A few years back at the paycheck there was some screwup that someone had staged. As I recall, while I noted the screwup as being rather idiotic, it didn't really affect the work I continued to do, but apparently some others claimed difficulties, so trying to discuss the idiocy wound up being a topic in a department meeting.

In that meeting, the not too bright woman trying to explain the screwup started her announcement with a description of the idiocy as being why we're all tearing our hair out.

At that point I cheerfully announced I'm not!

The woman Just Stared . . . . tried to sort out how to continue, was left completely without words . . . and finally someone else in the department cheerfully suggested to her Don't go there!

The woman finally blurted out But he already did!!!!

Matt

Hey David, thought you might like a satire piece that features this sentence:
"The first is the kind you get from a book, an experiment, an archaeological dig, peer-reviewed research, independently verified accounts, or a priori reasoning. That’s all Van de Mieroop has to draw from when he talks about [ancient] Egypt.But that doesn’t even touch the value and integrity of the knowledge we gain from living our lives and occupying intersectional identificational spaces. What more objective account of the world can there possibly be than the one constructed from your (my, in this case) personal experience? Of course, personal experiences are not all equal, particularly those clouded by Dutch privilege."

http://columbiaspectator.com/opinion/2015/03/02/step-back-professor-marc-van-de-mieroop

Matt

Ooops, I should say "these sentences" but i was not going to post that much initially

R. Sherman

Matt:

Marvelous stuff! I particularly enjoyed this:

Why put my [Egyptian] ancestors under a microscope of oppression when there are plenty of white people things for [Columbia University History Professor] Van de Mieroop to excavate? Perhaps he can grab a spade, go to a trailer park, and dig up a copy of "Here Comes Honey Boo Boo" on DVD.

Col. Milquetoast

Blair gives the wrong impression that this guy is financial wizard who turned $20,000 into $21,350.

Before any of your readers run out and try to sell their piles of money for a profit please note that : the buyer paid more than the face value of the cash, the seller got less than face value, the auction house took $3850, and the taxpayers got screwed.

Vince N

When they accuse you of "micro-aggression", what they mean is, "Nothing is so trivial that we won't try to paint it as racist."

Jack

"They have pandered to the politically correct, and now are embarrassed at what the politically correct have done."

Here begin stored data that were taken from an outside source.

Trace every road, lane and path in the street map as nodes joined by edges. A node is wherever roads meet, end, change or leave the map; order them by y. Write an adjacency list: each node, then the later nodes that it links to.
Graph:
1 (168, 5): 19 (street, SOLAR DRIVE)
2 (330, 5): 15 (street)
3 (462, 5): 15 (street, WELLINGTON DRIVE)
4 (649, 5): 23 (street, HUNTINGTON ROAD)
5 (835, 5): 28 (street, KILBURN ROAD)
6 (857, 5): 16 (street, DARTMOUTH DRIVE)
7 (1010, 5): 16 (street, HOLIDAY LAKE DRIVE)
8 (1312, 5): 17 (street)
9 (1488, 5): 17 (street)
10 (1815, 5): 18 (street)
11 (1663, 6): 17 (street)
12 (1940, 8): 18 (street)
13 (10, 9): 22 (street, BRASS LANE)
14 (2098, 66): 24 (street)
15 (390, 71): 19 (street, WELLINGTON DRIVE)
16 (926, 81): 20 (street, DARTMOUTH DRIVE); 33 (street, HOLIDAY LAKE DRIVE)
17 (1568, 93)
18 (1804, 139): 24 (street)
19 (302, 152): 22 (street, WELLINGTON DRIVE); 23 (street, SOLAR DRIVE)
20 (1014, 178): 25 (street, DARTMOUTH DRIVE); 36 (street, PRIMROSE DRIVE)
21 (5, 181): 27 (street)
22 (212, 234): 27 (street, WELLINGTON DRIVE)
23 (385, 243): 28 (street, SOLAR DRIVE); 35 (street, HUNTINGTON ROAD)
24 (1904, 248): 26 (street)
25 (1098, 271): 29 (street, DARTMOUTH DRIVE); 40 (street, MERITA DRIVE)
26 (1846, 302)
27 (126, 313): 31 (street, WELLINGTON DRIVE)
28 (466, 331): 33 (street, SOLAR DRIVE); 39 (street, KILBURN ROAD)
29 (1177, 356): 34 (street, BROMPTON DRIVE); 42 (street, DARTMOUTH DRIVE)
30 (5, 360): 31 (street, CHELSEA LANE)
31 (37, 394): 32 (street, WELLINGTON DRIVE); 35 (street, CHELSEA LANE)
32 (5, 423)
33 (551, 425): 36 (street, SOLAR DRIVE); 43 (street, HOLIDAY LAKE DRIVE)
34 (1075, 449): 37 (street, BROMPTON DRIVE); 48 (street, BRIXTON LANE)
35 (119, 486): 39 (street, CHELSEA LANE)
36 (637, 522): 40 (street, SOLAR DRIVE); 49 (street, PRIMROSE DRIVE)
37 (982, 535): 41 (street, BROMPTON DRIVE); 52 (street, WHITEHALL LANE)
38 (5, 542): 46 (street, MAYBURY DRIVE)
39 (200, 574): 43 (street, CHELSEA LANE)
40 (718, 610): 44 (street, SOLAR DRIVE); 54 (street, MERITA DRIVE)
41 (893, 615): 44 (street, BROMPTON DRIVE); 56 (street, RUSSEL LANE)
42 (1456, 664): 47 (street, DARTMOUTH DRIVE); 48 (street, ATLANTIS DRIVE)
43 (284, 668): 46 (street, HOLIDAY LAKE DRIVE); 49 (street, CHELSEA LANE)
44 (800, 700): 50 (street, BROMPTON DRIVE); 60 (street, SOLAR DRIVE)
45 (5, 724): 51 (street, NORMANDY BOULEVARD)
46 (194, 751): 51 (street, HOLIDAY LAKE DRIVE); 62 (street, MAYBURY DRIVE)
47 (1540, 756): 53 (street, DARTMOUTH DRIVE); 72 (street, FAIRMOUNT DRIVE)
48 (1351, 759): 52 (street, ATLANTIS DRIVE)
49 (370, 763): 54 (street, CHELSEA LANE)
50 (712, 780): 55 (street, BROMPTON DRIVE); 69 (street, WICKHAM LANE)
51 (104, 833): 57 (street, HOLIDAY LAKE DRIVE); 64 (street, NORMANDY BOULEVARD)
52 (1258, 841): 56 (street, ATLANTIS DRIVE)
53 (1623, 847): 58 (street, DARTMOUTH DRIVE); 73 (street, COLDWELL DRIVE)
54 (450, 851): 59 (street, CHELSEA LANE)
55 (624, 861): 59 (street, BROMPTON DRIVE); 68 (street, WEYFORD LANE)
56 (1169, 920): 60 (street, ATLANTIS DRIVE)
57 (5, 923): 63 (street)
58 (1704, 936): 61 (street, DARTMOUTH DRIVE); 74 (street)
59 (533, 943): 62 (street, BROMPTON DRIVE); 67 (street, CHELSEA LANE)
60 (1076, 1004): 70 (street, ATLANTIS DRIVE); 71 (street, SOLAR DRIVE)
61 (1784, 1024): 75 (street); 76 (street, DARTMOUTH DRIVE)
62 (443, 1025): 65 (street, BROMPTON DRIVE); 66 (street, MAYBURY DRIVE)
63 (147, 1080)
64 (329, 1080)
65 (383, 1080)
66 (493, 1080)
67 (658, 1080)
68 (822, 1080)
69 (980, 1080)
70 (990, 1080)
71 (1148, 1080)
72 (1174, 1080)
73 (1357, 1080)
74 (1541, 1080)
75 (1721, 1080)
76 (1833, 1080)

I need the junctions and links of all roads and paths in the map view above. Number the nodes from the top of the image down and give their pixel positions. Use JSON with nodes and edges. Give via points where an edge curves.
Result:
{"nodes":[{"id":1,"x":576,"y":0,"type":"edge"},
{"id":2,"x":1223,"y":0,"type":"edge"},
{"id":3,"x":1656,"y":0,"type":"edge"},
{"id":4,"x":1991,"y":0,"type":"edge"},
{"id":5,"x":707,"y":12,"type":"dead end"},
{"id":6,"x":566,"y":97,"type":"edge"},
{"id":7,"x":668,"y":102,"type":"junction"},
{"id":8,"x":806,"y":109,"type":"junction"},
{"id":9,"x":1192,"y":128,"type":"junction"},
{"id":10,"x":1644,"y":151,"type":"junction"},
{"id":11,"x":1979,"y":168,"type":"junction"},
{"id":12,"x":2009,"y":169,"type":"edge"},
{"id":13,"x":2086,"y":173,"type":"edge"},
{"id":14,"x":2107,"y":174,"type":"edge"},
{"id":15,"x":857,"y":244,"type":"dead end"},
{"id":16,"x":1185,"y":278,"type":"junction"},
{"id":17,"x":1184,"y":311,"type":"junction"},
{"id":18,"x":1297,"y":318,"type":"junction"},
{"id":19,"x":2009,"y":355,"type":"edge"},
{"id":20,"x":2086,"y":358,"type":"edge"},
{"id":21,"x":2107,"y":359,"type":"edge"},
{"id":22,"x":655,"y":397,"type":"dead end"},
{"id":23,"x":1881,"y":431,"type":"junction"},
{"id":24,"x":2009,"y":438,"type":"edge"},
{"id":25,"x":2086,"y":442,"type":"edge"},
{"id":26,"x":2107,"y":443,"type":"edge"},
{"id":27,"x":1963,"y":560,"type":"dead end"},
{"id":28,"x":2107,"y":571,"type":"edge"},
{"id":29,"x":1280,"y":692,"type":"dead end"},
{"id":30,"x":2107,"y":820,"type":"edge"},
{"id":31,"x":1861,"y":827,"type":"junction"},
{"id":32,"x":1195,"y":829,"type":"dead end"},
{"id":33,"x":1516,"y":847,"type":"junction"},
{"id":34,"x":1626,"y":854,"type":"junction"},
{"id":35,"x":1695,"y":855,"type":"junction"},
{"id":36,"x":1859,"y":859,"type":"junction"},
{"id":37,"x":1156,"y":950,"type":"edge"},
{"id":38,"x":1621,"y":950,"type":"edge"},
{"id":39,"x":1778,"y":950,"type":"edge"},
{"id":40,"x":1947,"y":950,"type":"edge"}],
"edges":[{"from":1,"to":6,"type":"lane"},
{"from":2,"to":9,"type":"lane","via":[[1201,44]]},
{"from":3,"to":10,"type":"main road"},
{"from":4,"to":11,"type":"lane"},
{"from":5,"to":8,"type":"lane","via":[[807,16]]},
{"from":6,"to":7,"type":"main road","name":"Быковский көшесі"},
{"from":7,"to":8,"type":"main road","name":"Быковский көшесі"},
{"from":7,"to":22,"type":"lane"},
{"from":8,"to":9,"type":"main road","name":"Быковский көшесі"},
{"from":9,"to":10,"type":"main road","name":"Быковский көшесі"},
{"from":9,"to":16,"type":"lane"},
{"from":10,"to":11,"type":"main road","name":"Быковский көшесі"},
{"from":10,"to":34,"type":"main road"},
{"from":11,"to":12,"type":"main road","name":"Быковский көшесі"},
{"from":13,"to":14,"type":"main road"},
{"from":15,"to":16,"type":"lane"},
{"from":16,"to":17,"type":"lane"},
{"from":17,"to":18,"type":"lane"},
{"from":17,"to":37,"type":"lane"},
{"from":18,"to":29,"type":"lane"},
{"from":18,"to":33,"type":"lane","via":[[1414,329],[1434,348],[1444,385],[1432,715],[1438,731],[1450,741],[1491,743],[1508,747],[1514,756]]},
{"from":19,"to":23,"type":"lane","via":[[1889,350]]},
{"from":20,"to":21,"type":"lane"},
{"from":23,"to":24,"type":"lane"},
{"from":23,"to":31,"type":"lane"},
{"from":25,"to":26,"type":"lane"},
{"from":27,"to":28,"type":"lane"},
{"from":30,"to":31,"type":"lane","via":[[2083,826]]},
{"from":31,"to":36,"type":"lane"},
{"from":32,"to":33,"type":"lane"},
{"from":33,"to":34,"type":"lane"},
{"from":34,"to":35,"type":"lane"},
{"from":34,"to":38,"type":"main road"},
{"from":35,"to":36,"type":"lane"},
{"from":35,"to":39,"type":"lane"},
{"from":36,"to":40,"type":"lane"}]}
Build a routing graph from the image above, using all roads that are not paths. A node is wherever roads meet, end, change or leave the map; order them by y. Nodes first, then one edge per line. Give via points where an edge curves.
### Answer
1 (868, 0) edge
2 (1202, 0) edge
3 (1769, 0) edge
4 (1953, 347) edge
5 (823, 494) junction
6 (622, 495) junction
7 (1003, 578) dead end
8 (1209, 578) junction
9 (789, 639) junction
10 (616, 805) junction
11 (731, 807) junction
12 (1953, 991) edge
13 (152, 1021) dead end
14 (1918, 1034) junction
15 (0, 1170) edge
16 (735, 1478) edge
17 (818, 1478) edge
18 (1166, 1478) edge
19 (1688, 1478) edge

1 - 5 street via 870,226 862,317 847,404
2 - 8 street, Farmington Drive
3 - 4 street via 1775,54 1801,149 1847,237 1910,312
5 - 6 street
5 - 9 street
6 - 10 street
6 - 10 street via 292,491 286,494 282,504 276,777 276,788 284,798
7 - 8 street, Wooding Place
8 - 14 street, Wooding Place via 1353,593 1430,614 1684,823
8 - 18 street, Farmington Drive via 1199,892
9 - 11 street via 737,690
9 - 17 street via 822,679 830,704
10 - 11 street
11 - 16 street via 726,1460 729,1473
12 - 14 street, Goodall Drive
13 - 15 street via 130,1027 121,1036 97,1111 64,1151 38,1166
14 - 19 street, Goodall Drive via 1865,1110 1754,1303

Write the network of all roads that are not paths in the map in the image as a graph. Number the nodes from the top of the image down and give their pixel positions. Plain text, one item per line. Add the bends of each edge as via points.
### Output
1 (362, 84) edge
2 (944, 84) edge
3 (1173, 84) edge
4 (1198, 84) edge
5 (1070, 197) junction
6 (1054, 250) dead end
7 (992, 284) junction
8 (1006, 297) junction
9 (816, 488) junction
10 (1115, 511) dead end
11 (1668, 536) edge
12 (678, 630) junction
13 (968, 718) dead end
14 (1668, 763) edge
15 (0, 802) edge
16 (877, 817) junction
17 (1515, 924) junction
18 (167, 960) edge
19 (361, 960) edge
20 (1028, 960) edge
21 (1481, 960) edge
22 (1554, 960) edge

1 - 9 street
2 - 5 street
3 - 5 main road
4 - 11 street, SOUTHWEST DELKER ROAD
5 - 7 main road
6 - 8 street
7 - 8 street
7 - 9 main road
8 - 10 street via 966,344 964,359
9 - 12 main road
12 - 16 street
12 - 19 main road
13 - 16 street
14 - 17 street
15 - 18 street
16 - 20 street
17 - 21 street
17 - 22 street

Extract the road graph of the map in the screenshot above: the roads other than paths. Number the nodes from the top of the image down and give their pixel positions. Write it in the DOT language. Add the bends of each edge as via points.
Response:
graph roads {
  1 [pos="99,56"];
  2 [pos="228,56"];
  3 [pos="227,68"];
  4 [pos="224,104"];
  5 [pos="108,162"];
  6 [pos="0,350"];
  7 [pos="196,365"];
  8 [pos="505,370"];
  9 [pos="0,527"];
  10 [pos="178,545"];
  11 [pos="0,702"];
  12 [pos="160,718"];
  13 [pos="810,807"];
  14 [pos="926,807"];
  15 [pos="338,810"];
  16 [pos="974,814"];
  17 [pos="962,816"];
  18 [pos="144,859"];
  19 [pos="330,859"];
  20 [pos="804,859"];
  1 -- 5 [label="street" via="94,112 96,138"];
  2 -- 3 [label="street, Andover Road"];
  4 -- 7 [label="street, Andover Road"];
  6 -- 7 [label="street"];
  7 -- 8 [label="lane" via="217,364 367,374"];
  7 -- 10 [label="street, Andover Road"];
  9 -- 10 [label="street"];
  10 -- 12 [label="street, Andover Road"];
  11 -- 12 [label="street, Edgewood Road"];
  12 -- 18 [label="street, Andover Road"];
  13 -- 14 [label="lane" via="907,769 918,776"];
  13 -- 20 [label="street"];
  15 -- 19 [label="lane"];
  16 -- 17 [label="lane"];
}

http://pjmedia.com/instapundit/207173/

David

“They have pandered to the politically correct, and now are embarrassed at what the politically correct have done.”

But the mouthed banalities of a far-left thug and murderer, whose associates bombed a church in an attempt to kill random mourners, are there to inspire the kids and give ‘em something to aim for.

It’s also worth mulling how unlikely it is that those responsible will be expected to attend “sensitivity training” for their bizarre choice of heroine. I mean, theoretically, there could be students who have relatives who’ve been murdered or maimed by far-left thugs, and who could, theoretically, have been “triggered” by the witless celebration of a wanted murderer.

David

the seller got less than face value, the auction house took $3850, and the taxpayers got screwed.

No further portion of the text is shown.